New York Attorney General Letitia James definitely had it in for the National Rifle Association before she ever assumed office. As a candidate, she called the group a “terrorist organization” and vowed to launch an investigation into the New York-charted group if elected. That was one promise she was happy to fulfill, and her investigation and case against the NRA has gone on for three years now.
James vowed to dissolve the organization as well, but she was prevented from doing so by the judge overseeing the case against the NRA, who declared earlier this year that while the Attorney General has laid out plenty of details of “greed, self-dealing, and lax financial oversight”, she failed to prove that of that actually benefitted the group itself and not individual leaders and higher-ups in the group. It was inappropriate to shut down the group itself, ruled Justice Joel Cohen, but James could continue her case with an eye towards removing the NRA’s leadership.
The NRA objected to Cohen’s decision, arguing that James had launched her investigation solely because of her bias against the group and asking that the judge throw out the James’ modified complaint, but on Friday, Cohen issued a ruling that allows James to move forward in trying to ban CEO and Executive Vice President Wayne LaPierre and three others from ever holding a position within the NRA, as well as installing an independent monitor to oversee the group’s books.
The NRA has failed to prove that James pursued the NRA only because of her political views, the judge ruled.
Instead, James’ allegations of “fraud, waste, and looting” are enough to justify her lawsuit, regardless of her political beliefs, the judge wrote.
“There are no factual allegations suggesting that the stated concerns driving the investigation — reports of fraud, waste, and looting within the NRA — were imaginary or not believed by the Attorney General,” the judge wrote.
None of the AG’s claims are frivolous, Cohen added.
“In fact, the NRA itself recognized many of the same issues about corporate governance underlying the Attorney General’s investigation,” the judge wrote.
LaPierre’s control of the NRA has been challenged internally as well, but the 76-member Board of Directors has solidly stood behind him over the last few years.
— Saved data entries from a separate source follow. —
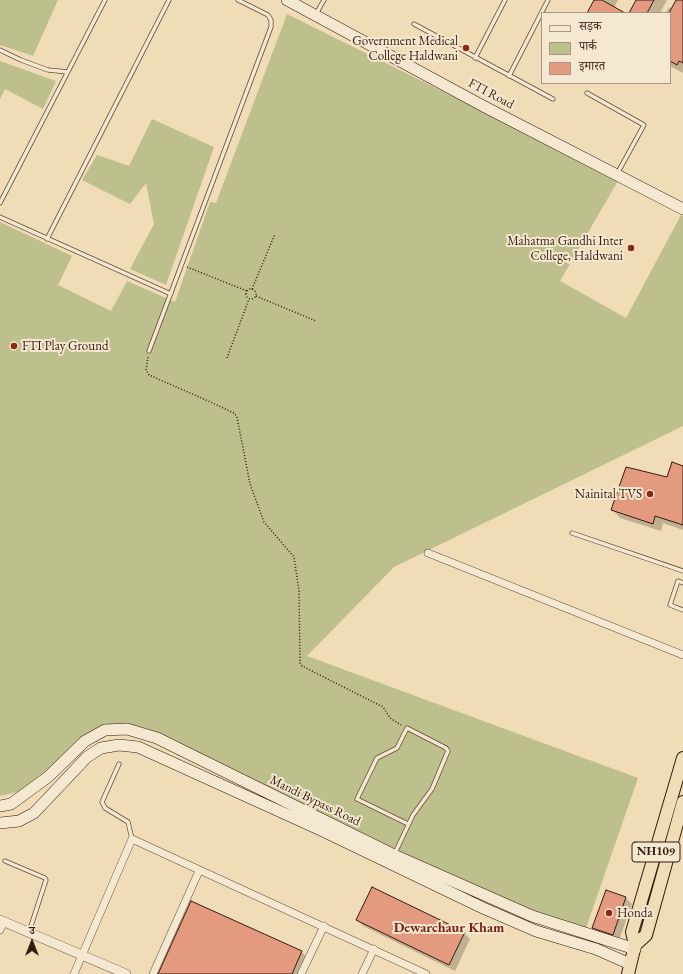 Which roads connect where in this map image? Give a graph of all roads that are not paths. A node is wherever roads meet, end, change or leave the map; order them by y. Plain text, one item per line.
1 (105, 0) edge
2 (169, 0) edge
3 (238, 0) edge
4 (287, 0) edge
5 (324, 0) edge
6 (505, 0) edge
7 (548, 0) edge
8 (541, 12) edge
9 (541, 13) edge
10 (316, 15) junction
11 (538, 18) junction
12 (541, 20) edge
13 (414, 24) dead end
14 (0, 50) edge
15 (475, 58) junction
16 (68, 72) junction
17 (509, 76) junction
18 (587, 93) dead end
19 (553, 99) dead end
20 (617, 175) junction
21 (0, 203) edge
22 (683, 209) edge
23 (0, 217) edge
24 (47, 239) junction
25 (170, 294) junction
26 (149, 351) road end
27 (572, 533) dead end
28 (428, 553) dead end
29 (683, 571) edge
30 (683, 583) edge
31 (683, 610) edge
32 (683, 655) edge
33 (683, 758) edge
34 (119, 764) dead end
35 (683, 802) edge
36 (0, 806) edge
37 (0, 823) edge
38 (408, 824) junction
39 (132, 839) junction
40 (394, 855) junction
41 (5, 861) dead end
42 (199, 871) junction
43 (1, 924) edge
44 (324, 926) junction
45 (29, 932) junction
46 (635, 947) junction
47 (374, 948) junction
48 (83, 954) junction
49 (629, 969) edge
50 (74, 974) edge
51 (126, 974) edge
52 (153, 974) edge
53 (301, 974) edge
54 (362, 974) edge
55 (426, 974) edge

1 - 16 lane
2 - 24 lane
3 - 25 lane
4 - 10 main road, FTI Road
5 - 10 lane
6 - 15 lane
7 - 8 lane
9 - 11 lane
10 - 20 main road, FTI Road
11 - 12 lane
11 - 17 lane
13 - 15 lane
14 - 16 lane
15 - 17 lane
16 - 21 lane
17 - 19 lane
18 - 20 lane
20 - 22 main road, FTI Road
23 - 24 lane
24 - 25 lane
25 - 26 lane
27 - 29 lane
28 - 32 street
30 - 31 lane
33 - 46 highway, NH109
34 - 39 lane
35 - 46 highway, NH109
36 - 40 main road, Mandi Bypass Road
37 - 49 main road, Mandi Bypass Road
38 - 38 lane
38 - 40 lane
39 - 42 street
39 - 48 street
40 - 46 main road, Mandi Bypass Road
41 - 45 lane
42 - 44 street
42 - 52 street
43 - 45 street
44 - 47 street
44 - 53 street
45 - 48 street
46 - 49 highway, NH109
47 - 54 street
47 - 55 street
48 - 50 street
48 - 51 street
Allen West’s attempt to become Executive Vice President during the recent Annual Meetings resulted in him getting just one vote, with another seven board members abstaining, and more than 50 votes cast in favor of retaining LaPierre in his current position.
While Cohen was careful to note in his opinion that James has yet to prove all of her claims, he did call them “objectively well-founded”, and, as noted above, pointed out that even the NRA itself “recognized many of the same issues about corporate governance underlying the Attorney General’s investigation.”
Within the NRA, whistleblowers “push[ed] for additional documentation and transparency,” an effort which was “met with resistance from a handful of its executives and vendors”. One executive “was fired by the NRA for many of the same issues alleged in the Complaint,” while the group “became embroiled in litigation” against others who “abused its trust”. And in this action, current NRA members have sought leave to intervene to address “concerns . . . about the NRA’s management by the Individual Defendants and current Board”.
Further, when the NRA sought to evade the Attorney General’s actions in New York by filing for bankruptcy in Texas, the federal bankruptcy court there underscored concerns about the NRA’s corporate governance. For example, the bankruptcy court noted “the surreptitious manner in which [Wayne] LaPierre obtained and exercised authority to file bankruptcy for the NRA,” finding the decision to “[e]xclude so many people from the process of deciding to file for bankruptcy, including the vast majority of the board of directors, the chief financial officer, and the general counsel, . . . nothing less than shocking”. The court also alluded to “cringeworthy facts” about the NRA’s past misconduct. It found “[s]ome of the conduct that gives the Court concern is still ongoing,” including “very recent[ ] violat[ions]” of the NRA’s internal procedures and “lingering issues of secrecy and a lack of transparency”.
Cohen went on to say that “[i]n the end, an objectively reasonable investigation – here, one uncovering credible evidence of wrongdoing – is not rendered unconstitutional solely by the investigator’s subjective state of mind,” declaring that even if James had a personal animus against the NRA, the organization hasn’t demonstrated “a sufficient causal link between the animus and the adverse action”; in this case, the original lawsuit filed by James to dissolve the NRA and the revised complaint seeking his (and others) removal from the organization.
There’s still plenty of legal wrangling to be done (and millions of dollars in legal expenses for the organization to be billed) before this case goes to trial, likely some time next year, but I doubt that Cohen’s ruling is going to be overturned on appeal.
I do believe that James’ original motivation was more of a fishing expedition than anything else, but unfortunately for the NRA and its leadership, what she found can’t be as easily dismissed by Justice Cohen as her attempt to dissolve the organization was.